Got a haircut today. Spent my time musing about the increased productivity of barbers. When I first went to the barbershop the barber used scissors almost exclusively, except for using a straight razor and warm lather to trim the areas around the ears and at the nape of the neck. Then they got an electric razor, which first was used to cut the sideburns evenly (what's a single sideburn). Today the barber used only a razor, even to trim my eyebrows.

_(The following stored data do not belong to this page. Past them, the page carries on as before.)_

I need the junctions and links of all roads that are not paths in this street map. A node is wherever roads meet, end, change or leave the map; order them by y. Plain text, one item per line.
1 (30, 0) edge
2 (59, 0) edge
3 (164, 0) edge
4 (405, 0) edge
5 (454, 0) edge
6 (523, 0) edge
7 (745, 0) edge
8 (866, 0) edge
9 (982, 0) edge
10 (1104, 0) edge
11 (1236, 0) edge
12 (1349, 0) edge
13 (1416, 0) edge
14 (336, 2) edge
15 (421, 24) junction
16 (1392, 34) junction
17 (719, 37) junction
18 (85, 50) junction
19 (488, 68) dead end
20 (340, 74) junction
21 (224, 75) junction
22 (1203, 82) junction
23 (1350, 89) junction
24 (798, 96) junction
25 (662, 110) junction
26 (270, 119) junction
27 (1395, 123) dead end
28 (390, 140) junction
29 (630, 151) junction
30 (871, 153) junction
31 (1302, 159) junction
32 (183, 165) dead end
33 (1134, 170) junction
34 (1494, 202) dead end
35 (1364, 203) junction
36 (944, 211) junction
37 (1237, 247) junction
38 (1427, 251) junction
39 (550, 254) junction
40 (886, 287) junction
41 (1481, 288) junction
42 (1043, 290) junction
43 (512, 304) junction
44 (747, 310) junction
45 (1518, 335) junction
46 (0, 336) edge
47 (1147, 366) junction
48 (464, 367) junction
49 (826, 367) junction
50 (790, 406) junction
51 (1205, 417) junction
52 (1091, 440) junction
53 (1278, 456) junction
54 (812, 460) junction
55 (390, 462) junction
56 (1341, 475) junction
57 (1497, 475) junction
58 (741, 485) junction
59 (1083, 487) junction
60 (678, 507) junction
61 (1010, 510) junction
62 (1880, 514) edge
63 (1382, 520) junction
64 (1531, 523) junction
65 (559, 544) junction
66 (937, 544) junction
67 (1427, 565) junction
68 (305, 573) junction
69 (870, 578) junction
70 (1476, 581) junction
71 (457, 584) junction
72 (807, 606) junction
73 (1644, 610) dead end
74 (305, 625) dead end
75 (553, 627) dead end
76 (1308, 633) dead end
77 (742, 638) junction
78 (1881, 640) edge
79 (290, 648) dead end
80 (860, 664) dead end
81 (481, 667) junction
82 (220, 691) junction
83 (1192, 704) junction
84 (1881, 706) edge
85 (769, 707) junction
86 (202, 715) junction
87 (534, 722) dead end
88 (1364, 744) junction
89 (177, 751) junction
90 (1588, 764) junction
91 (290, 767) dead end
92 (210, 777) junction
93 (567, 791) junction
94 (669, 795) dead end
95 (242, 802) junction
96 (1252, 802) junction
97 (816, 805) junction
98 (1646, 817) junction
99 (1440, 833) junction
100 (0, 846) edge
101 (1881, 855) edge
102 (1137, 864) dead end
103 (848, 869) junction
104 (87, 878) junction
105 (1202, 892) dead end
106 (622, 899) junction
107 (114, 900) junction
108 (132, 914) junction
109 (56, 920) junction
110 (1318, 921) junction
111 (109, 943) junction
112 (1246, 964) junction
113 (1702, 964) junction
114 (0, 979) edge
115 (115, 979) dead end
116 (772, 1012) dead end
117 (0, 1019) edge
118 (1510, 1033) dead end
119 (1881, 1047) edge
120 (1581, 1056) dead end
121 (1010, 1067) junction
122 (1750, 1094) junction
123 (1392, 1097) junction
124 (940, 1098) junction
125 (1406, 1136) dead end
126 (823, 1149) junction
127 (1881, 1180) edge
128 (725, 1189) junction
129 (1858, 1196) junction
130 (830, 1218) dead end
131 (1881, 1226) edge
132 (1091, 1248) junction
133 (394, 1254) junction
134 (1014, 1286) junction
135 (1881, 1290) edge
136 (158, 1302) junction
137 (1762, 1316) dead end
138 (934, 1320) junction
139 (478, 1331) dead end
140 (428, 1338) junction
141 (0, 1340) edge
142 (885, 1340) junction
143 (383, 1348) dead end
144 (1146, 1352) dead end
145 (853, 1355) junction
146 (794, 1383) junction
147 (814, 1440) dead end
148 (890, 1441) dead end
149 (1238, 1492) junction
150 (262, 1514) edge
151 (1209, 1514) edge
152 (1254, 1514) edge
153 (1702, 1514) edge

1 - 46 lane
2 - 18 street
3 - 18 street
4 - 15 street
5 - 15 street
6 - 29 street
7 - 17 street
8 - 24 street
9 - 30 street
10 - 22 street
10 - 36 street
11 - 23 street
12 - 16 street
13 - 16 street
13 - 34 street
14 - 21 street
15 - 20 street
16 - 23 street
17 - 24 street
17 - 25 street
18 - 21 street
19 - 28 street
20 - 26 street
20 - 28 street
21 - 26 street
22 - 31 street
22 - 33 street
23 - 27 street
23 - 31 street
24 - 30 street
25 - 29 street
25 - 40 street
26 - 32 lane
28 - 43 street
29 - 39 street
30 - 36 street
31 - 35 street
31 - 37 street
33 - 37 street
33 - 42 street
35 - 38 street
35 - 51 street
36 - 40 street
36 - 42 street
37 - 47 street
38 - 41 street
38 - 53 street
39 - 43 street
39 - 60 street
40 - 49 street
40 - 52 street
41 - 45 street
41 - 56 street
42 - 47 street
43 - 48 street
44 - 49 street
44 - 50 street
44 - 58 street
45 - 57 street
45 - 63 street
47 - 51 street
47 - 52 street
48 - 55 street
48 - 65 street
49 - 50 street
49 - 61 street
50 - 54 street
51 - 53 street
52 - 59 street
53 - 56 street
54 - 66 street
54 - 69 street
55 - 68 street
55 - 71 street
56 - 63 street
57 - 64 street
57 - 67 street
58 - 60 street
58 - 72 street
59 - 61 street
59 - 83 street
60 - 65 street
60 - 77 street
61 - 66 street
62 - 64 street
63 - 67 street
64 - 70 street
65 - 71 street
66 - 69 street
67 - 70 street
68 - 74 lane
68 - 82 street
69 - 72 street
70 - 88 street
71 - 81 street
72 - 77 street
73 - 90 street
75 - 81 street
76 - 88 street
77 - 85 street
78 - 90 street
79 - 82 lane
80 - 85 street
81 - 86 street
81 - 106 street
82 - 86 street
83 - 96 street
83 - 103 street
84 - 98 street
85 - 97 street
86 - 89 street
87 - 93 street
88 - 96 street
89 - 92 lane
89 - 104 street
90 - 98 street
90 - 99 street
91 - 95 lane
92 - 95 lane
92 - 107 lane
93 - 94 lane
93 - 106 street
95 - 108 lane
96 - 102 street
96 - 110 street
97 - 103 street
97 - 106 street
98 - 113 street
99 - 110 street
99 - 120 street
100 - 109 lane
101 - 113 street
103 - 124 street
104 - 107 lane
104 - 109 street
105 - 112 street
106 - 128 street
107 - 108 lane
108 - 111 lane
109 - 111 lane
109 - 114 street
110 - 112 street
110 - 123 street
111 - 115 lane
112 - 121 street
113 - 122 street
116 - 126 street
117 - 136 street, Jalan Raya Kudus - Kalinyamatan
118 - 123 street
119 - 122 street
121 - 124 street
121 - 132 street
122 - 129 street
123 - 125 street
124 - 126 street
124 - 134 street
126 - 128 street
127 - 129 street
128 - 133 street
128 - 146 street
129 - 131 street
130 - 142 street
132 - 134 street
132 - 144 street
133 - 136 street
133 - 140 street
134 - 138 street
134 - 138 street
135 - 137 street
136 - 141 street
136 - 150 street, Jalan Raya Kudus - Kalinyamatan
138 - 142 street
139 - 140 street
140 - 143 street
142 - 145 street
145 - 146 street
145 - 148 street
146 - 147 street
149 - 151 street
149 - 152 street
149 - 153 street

Presumably the switch from scissors to razor means the haircut takes less time. But there's another reason for increased productivity: more time between haircuts. I think it's fair to say the universal standard for men in the 1940's was the standard haircut about once a month, except maybe for crewcuts (why doesn't the spell checker recognize "crewcut"). I'd assume these days there is no "standard" haircut. Maybe we're more standard than in the 1970's, when long hair was prevalent, but I don't think having the standard haircut is nearly as important now as in the 1940's. (I'll have to check the haircuts on Mad Men the next DVD we get.) So I'd argue that the average time between haircuts is longer today than it was during the 1940's, again increasing the productivity for barbers.
But declining standards for hair grooming isn't the only reason for increased productivity; there's aging. The male population is older these days, meaning the average male has less hair to cut and is also more experienced at receiving haircuts. I'm sure it takes longer for a barber to cut the hair of a 3-year old than a 73-year old.